Flying into Los Angeles yesterday our 737 was buffeted by the thermal turbulence thrown off by the 60,000 acre Day Fire burning in the Los Padres north of Los Angeles. We descended through the upper edge of the smoke plume that blanketed Venture County thousands of feet below and extended well over a hundred miles out to sea. On satelite images, the plume is iagreat smoky hook caught in the prevailing winds, arcing beyone the Channel Islands and slowly slipping back towards LA.
This is a monster fire that has wiped out one of the most precious wilderness areas in California and is triggering evacuations in several small communities. By all rights, this should be huge news, but in surreal Southern California, most Los Angeleños hardly even notice the massive cloud to the north. The fire is getting only passing mention in the news, and the TV reporters can’t even pronounce the names of some of the locations under evacuation order.
The Day Fire is thus a reminder of the appalling disconnect between the megalopolis and the environment. Few who live in LA have ever been in those mountains, and even fewer care. LA is a vast urban bubble utterly disconnected from the land. It is tempting to dismiss LA as the surreal outlier, but unfortunately it is an indicator of what is to come in megalopolis the world over.
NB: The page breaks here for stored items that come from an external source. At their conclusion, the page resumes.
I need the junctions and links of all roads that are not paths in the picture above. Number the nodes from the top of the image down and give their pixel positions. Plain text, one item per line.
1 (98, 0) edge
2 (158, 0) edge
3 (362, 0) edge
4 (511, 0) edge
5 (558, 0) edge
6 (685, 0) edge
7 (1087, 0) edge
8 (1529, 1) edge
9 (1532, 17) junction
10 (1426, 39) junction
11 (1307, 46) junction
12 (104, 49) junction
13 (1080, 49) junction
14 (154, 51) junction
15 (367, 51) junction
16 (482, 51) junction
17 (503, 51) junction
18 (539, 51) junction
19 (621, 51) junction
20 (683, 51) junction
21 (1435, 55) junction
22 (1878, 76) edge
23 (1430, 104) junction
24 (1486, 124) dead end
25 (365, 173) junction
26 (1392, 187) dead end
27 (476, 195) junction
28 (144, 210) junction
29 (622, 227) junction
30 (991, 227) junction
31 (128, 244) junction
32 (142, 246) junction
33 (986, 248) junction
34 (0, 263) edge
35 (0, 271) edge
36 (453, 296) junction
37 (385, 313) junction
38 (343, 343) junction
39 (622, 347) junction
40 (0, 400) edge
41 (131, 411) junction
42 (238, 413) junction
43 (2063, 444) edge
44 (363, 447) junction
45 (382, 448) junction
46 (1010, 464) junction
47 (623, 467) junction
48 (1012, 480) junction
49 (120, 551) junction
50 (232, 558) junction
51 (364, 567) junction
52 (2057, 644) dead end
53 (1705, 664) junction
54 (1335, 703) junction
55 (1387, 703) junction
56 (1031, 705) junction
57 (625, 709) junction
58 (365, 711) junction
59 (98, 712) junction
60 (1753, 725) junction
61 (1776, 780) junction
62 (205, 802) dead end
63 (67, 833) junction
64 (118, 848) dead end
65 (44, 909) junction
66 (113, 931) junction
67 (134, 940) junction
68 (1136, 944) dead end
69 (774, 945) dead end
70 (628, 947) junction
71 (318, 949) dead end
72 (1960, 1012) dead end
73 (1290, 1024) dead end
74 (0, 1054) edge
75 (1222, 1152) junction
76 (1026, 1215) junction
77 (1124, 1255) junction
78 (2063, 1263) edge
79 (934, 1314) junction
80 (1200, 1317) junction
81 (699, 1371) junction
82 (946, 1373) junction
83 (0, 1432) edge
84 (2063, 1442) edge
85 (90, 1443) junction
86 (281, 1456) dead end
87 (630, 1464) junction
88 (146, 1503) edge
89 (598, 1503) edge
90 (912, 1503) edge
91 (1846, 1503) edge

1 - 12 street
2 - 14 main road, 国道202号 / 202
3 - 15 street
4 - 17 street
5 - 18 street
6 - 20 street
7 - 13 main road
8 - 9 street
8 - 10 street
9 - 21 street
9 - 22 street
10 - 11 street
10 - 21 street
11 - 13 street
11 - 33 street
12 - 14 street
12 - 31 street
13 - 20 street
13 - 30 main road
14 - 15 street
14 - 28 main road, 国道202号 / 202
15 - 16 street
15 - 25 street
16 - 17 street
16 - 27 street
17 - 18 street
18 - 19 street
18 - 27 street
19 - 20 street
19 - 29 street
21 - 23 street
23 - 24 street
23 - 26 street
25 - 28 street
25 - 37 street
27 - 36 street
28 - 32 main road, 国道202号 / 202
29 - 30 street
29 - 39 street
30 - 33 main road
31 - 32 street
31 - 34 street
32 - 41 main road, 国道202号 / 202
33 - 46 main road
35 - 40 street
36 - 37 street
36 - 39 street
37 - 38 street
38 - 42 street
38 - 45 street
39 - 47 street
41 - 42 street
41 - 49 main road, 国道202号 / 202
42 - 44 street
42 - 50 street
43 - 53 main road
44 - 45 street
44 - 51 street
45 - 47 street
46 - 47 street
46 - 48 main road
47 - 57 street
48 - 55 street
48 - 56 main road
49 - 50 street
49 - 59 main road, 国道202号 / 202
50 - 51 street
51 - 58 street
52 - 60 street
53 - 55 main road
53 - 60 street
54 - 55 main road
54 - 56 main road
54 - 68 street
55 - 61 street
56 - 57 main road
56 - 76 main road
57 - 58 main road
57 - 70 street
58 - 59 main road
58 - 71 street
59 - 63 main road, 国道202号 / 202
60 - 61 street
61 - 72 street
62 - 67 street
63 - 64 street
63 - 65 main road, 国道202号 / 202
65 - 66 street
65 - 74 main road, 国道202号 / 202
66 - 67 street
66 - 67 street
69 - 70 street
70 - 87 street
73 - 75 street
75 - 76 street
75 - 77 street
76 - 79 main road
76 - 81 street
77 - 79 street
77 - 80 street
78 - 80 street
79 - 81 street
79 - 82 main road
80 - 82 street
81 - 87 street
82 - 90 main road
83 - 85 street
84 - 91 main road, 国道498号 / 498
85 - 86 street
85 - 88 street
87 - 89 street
Sometime this year or next, for the first time in human history, the number of people living in urban environments will be greater than people living in rural areas. I shudder to contemplate a world where for the majority of people alive, wilderness is at best an abstraction and the connection between communities and the environment that surrounds them is severed. It is a world in which the only contact will be when nature’s forces are confected by human folly into vast, unexpected disasters – earthquakes, hurricanes, and ultimately also fire.